FROM OUR PASTOR
Tuesday, April 23, 2019
We had a joyful and beautiful Easter at Church in the Forest, with glorious musical performances and congregational singing, the perfume of Easter Lilies, and sunlight dancing across the chapel. And we heard the story of the Angel at the Empty Tomb: “Why do you seek the living among the dead?”
But we did not yet read the stories of Jesus’ resurrection appearances. This week we’ll read two of those accounts and see how they differ in quite startling ways. Why did the Christian community not break apart over those differences? Or, why did our early church leaders not homogenize those differences into one unified story of Jesus’s resurrection?

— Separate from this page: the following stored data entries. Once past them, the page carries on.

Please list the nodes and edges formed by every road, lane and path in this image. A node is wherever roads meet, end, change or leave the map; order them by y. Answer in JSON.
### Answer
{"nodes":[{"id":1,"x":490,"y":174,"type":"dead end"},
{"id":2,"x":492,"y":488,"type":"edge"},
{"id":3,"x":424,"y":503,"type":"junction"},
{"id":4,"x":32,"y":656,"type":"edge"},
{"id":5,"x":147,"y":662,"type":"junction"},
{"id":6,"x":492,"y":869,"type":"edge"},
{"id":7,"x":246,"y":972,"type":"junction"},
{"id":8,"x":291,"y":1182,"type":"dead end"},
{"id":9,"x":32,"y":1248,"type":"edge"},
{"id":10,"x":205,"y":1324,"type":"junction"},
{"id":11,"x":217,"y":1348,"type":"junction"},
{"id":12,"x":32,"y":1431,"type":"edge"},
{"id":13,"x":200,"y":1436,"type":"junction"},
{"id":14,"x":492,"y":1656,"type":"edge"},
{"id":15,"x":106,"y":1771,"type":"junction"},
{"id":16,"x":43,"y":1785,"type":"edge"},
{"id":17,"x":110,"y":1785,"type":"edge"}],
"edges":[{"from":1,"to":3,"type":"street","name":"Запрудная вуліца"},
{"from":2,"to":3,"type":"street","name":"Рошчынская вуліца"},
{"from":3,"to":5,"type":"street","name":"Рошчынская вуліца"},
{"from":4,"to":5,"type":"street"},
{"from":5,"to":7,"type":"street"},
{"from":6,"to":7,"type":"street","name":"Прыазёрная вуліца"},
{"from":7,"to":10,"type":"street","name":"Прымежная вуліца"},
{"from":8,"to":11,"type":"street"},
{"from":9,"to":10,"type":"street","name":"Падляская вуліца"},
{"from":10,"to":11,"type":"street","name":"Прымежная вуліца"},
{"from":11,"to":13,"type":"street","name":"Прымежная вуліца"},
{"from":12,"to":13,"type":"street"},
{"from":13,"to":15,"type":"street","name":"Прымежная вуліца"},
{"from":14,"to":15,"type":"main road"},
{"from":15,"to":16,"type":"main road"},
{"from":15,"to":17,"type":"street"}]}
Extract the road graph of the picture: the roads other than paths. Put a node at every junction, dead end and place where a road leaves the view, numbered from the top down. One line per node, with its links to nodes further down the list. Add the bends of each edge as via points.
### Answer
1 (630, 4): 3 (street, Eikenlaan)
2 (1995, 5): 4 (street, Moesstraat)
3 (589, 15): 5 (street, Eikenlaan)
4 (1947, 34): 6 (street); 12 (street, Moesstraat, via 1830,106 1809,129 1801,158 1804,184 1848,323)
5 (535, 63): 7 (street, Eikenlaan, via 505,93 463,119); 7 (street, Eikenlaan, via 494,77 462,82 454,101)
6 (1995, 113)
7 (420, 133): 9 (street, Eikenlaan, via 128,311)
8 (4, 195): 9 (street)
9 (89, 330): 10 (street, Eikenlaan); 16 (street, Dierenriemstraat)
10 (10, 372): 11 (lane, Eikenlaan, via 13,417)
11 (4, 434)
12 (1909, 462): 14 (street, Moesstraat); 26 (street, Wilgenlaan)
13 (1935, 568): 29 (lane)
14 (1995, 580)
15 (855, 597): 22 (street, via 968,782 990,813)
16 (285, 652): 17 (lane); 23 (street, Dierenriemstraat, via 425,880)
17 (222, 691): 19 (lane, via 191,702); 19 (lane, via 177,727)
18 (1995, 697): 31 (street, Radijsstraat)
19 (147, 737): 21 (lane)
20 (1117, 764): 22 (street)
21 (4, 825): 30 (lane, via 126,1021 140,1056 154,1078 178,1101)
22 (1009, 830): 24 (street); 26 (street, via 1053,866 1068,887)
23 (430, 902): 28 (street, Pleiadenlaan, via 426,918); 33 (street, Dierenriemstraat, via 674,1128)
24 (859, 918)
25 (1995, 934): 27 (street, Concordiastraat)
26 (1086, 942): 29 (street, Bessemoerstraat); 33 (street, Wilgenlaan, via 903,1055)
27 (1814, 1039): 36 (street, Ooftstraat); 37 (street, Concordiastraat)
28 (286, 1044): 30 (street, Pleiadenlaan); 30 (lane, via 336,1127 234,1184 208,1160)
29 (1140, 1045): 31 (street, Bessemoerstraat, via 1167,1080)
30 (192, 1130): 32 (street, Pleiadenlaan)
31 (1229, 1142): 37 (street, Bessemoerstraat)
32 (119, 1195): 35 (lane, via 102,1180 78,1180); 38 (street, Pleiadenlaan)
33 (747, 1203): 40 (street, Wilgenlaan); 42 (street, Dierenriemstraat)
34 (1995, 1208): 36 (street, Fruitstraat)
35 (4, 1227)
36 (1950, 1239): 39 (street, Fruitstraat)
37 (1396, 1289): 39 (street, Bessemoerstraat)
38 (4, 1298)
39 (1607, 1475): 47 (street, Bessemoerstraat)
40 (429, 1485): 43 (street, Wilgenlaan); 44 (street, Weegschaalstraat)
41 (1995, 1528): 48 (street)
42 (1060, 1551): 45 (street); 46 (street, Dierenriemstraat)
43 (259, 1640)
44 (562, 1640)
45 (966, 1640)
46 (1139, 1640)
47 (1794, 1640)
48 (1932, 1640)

Religious division and even violent conflict are all around us. On Easter Sunday Islamic militants bombed Catholic churches in Sri Lanka. Yet Muslims and Christians are both the children of Abraham, believing in one God, revealed to Abraham — a God who rules, loves, judges and forgives. How did our shared, core beliefs grow into a conflict that has darkened our modern world?
Perhaps you felt a family-sized version of religious conflict in your own Easter Sunday activities. Were some family members skipping church, indifferent to faith; or insistent on attending a “believers’” church – implying that the others were full of heretics?
We’ll find wisdom for these questions in our Bible’s different resurrection accounts – especially the words of Jesus at the climax of these stories.